C’est dans cette pensée qu’un jeune instituteur privé entièrement du
bras droit a voulu aider les amputés de la guerre de ses conseils et
les encourager de son exemple. Ayant subi à l’âge de quatorze ans
l’ablation totale du bras droit, il a dû se refaire toute une éducation
du bras et de la main gauches. Il aurait pu se laisser abattre, ne pas
persévérer dans l’effort nécessaire pour acquérir tout un nouvel
ensemble d’habitudes physiques. Mais il était résolu à faire bonne
contenance devant le malheur et il est parvenu à apprendre à écrire, à
dessiner, à se servir, pour tous les usages, du seul bras gauche. Je
l’ai vu à l’Ecole normale faire tous les devoirs comme ses camarades et
tenir le premier rang en dessin. De son écriture courante on pourra
juger par le fac-similé ci-joint (Avant-propos). Employé actuellement
dans un bureau, il y manie les cartons et les dossiers, fait la
correspondance, la plie et la ferme sous bandes croisées sans l’aide de
personne avec une étonnante célérité.
Lorsque des soldats nous revinrent amputés, il guida leurs premiers
tâtonnements, ses leçons leur donnèrent l’espoir et leur enseignèrent
les procédés dont avaient besoin ces braves si douloureusement éprouvés.
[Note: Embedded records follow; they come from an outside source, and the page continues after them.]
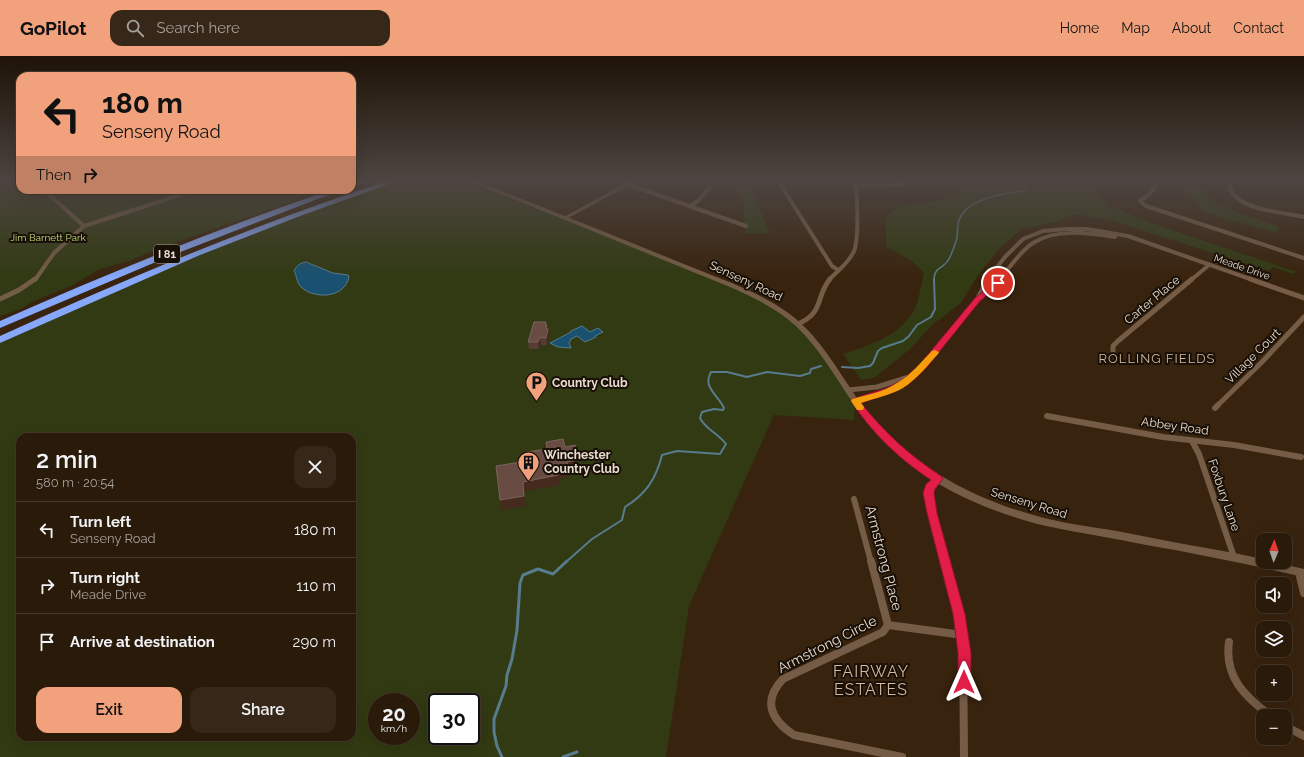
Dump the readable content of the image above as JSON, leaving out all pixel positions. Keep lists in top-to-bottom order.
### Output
{
  "streets": {
    "highway": ["I 81"],
    "main road": ["Senseny Road"],
    "street": [
      "Meade Drive",
      "Carter Place",
      "Village Court",
      "Abbey Road",
      "Foxbury Lane",
      "Armstrong Place",
      "Armstrong Circle"
    ]
  },
  "crossings": [
    ["Meade Drive", "Senseny Road"],
    ["Meade Drive", "Carter Place"],
    ["Senseny Road", "Foxbury Lane"],
    ["Abbey Road", "Foxbury Lane"],
    ["Armstrong Place", "Armstrong Circle"]
  ],
  "districts": ["ROLLING FIELDS", "FAIRWAY ESTATES"],
  "parks": ["Jim Barnett Park"],
  "places": {
    "parking": ["Country Club"],
    "building": ["Winchester Country Club"]
  },
  "north": "top",
  "page": {
    "header": "GoPilot",
    "search": "Search here",
    "nav": [
      "Home",
      "Map",
      "About",
      "Contact"
    ],
    "turn": ["180 m", "Senseny Road"],
    "then": "Then",
    "heading": ["2 min", "580 m · 20:54"],
    "list": [
      {
        "name": "Turn left",
        "note": "Senseny Road",
        "value": "180 m"
      },
      {
        "name": "Turn right",
        "note": "Meade Drive",
        "value": "110 m"
      },
      {
        "name": "Arrive at destination",
        "value": "290 m"
      }
    ],
    "map_buttons": ["+", "−"],
    "buttons": ["Exit", "Share"],
    "speed": "20 km/h",
    "limit": "30"
  }
}
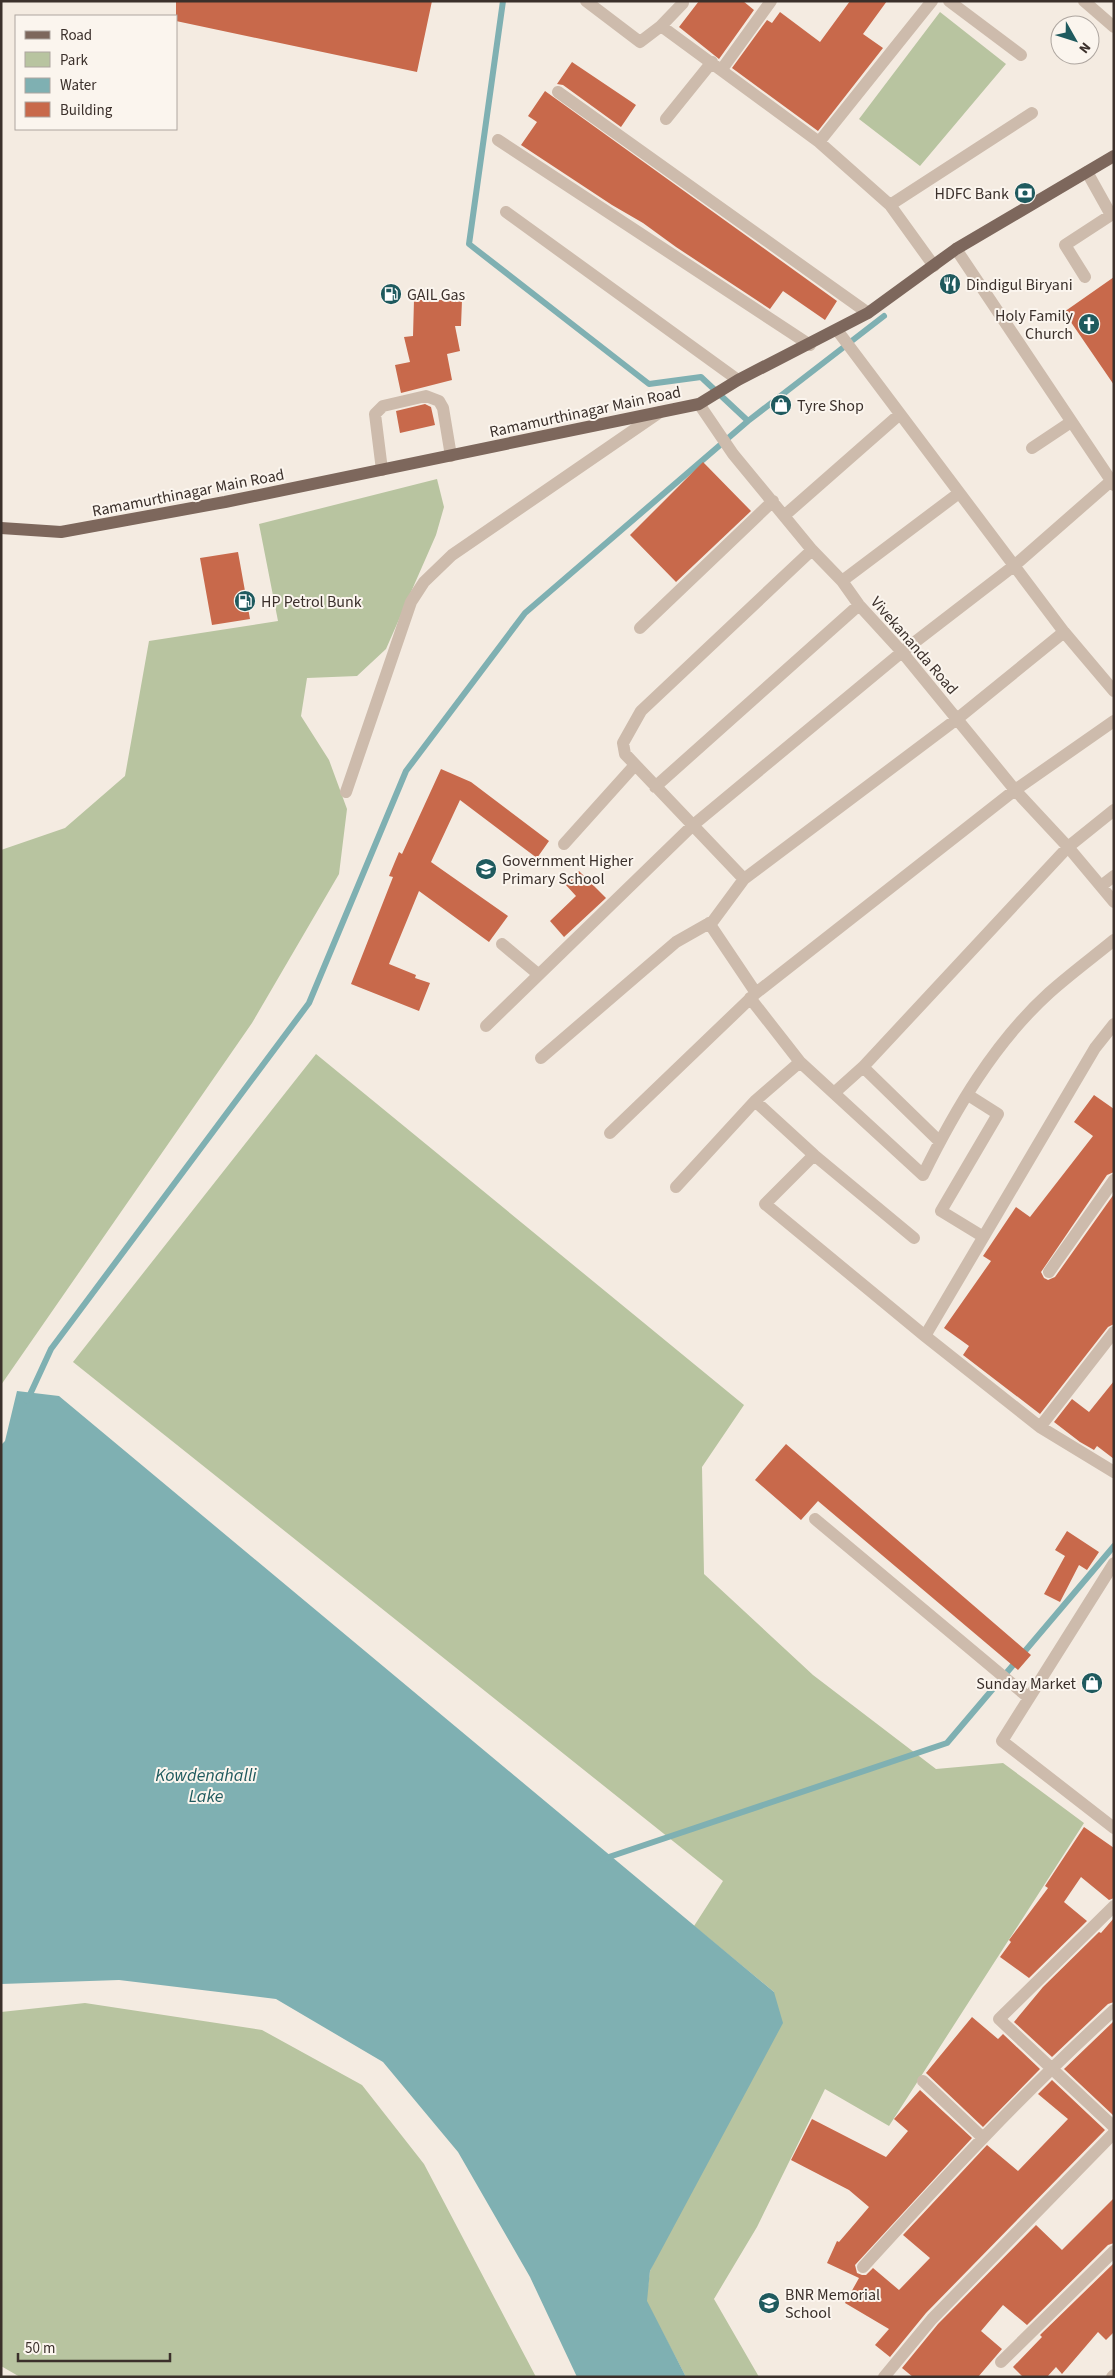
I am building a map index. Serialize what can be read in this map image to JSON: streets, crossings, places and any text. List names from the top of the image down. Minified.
{"streets":{"main road":["Ramamurthinagar Main Road"],"street":["Vivekananda Road"]},"crossings":[["Ramamurthinagar Main Road","Vivekananda Road"]],"water":["Kowdenahalli Lake"],"places":{"bank":["HDFC Bank"],"restaurant":["Dindigul Biryani"],"fuel station":["GAIL Gas","HP Petrol Bunk"],"church":["Holy Family Church"],"shop":["Tyre Shop","Sunday Market"],"school or university":["Government Higher Primary School","BNR Memorial School"]},"legend":["Road","Park","Water","Building"],"scale_bar":"50 m","north":"bottom right"}
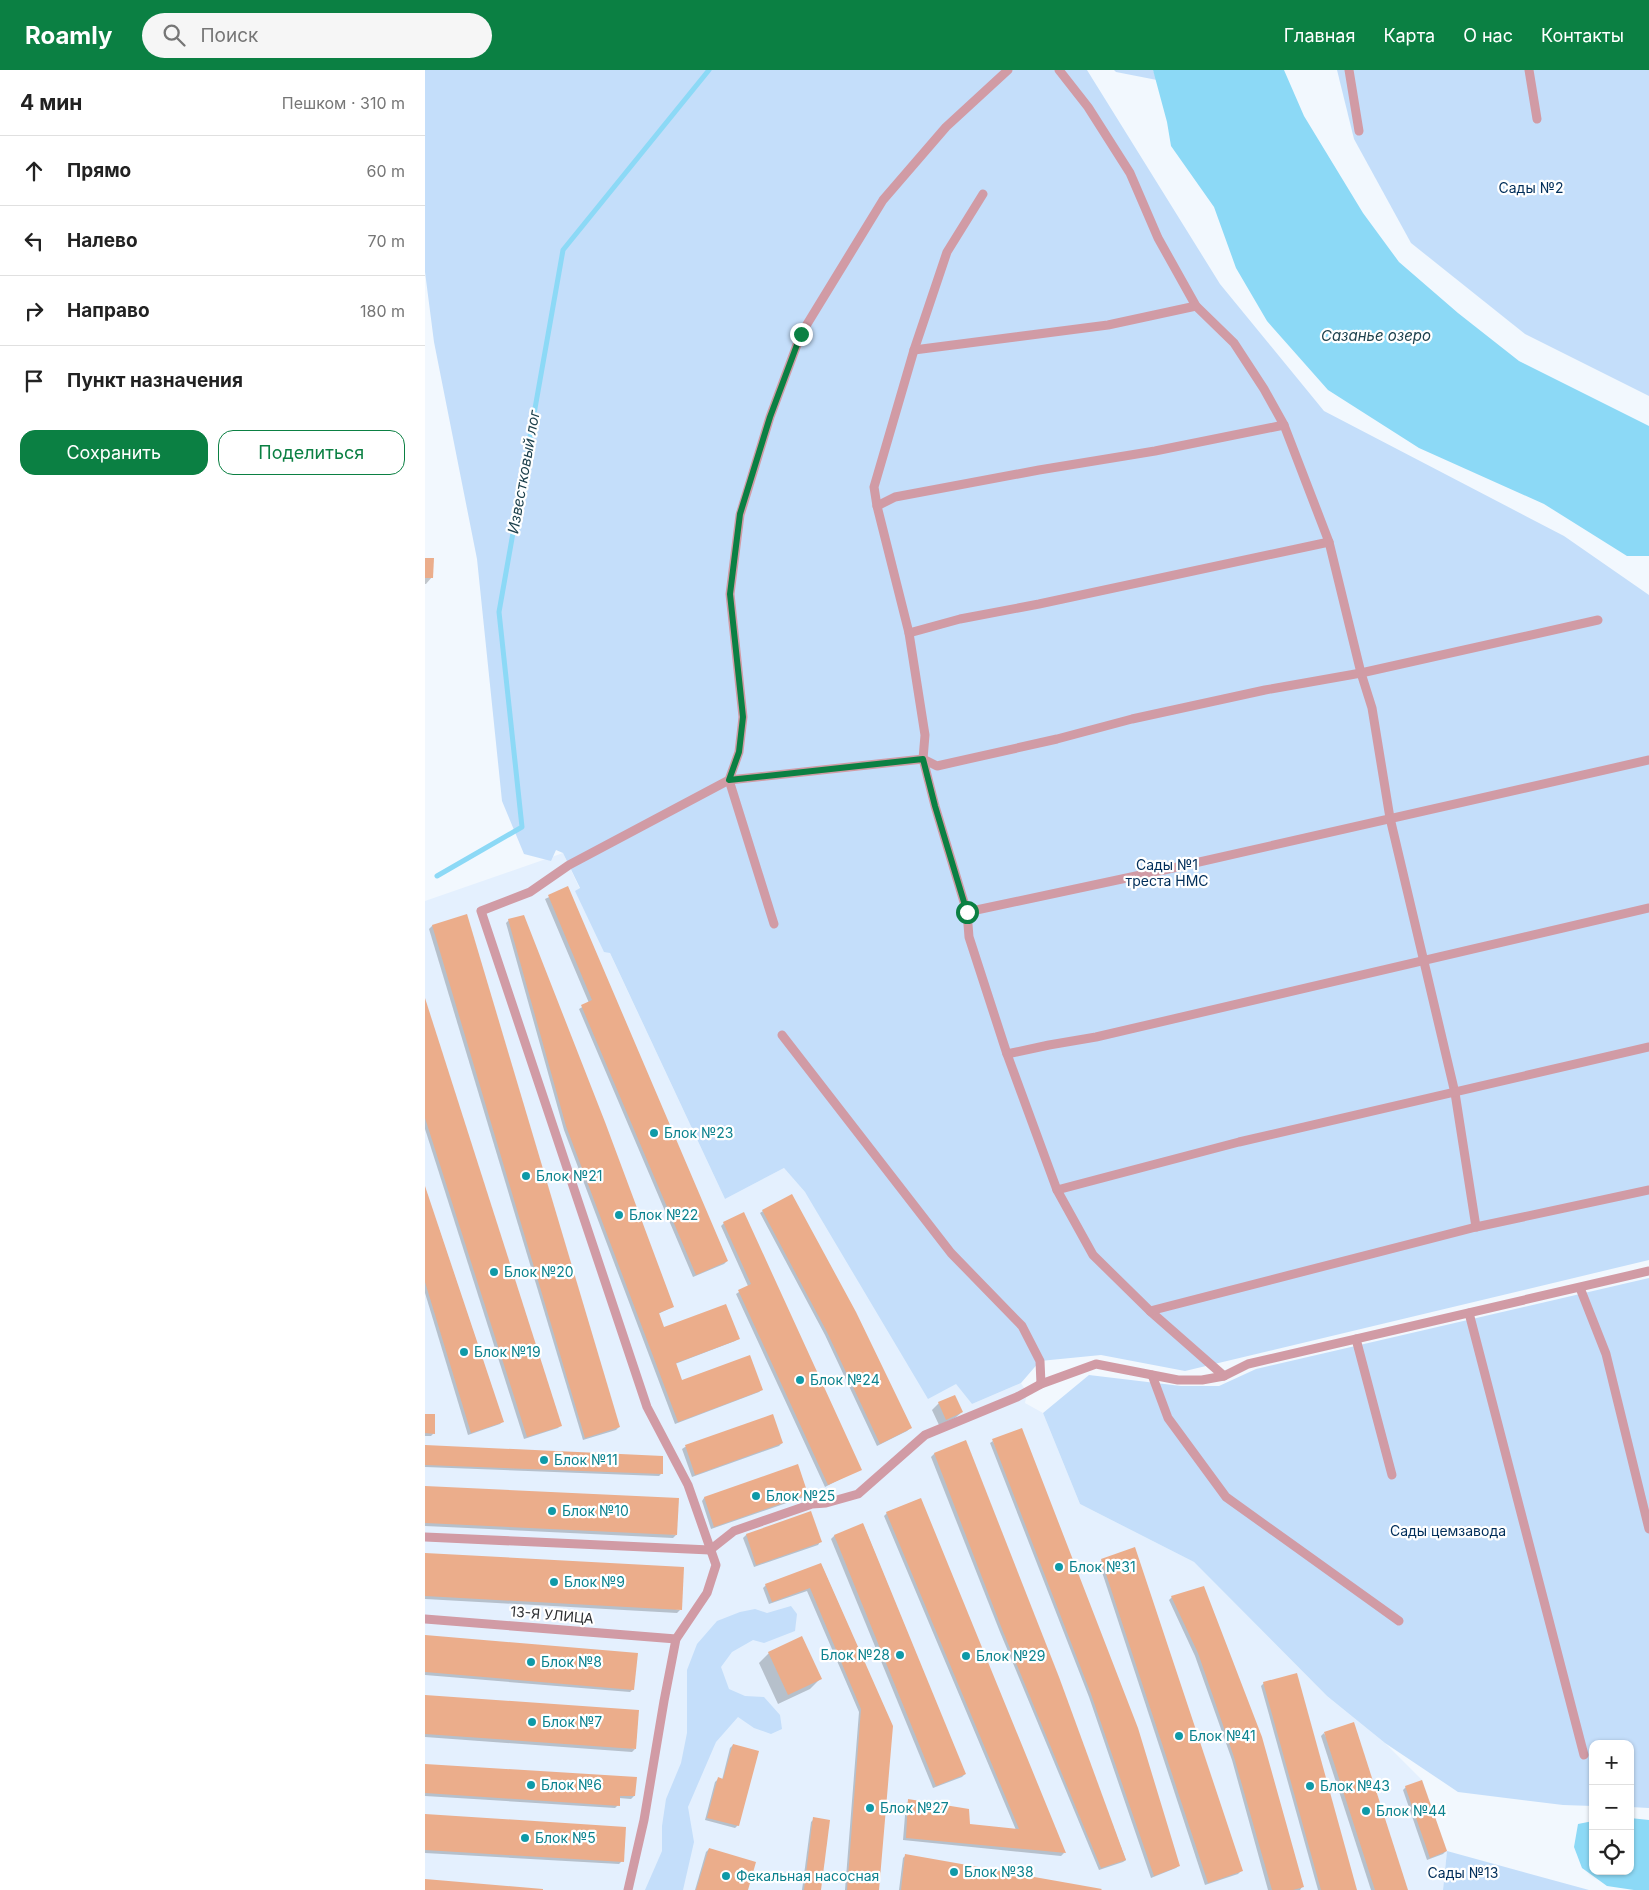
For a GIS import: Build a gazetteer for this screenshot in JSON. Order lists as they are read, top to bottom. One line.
{"streets":{"lane":["13-Я УЛИЦА"]},"water":["Сазанье озеро","Известковый лог"],"parks":["Сады №2","Сады №1 треста НМС","Сады цемзавода","Сады №13"],"places":["Блок №23","Блок №21","Блок №22","Блок №20","Блок №19","Блок №24","Блок №11","Блок №25","Блок №10","Блок №31","Блок №9","Блок №28","Блок №29","Блок №8","Блок №7","Блок №41","Блок №6","Блок №43","Блок №27","Блок №44","Блок №5","Блок №38","Фекальная насосная"],"page":{"header":"Roamly","search":"Поиск","nav":["Главная","Карта","О нас","Контакты"],"heading":["4 мин","Пешком · 310 m"],"list":[["Прямо","60 m"],["Налево","70 m"],["Направо","180 m"],"Пункт назначения"],"buttons":["Сохранить","Поделиться"],"map_buttons":["+","−"]}}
Il a voulu faire plus et se rendre utile à tous ceux qui sont dans le
même cas, en écrivant pour eux un guide pratique, rempli d’expérience
personnelle. Ses exhortations et ses conseils trouveront crédit, parce
qu’il parle de ce qu’il a éprouvé, des difficultés qu’il a rencontrées
et surmontées. La récompense de sa bonne action sera dans l’aide et le
réconfort qu’il aura procurés. Cette contribution à l’œuvre de
rééducation des mutilés de la guerre n’a pas d’autre prétention.
P.-H. GAY,
Directeur de l’Ecole normale
d’Angers.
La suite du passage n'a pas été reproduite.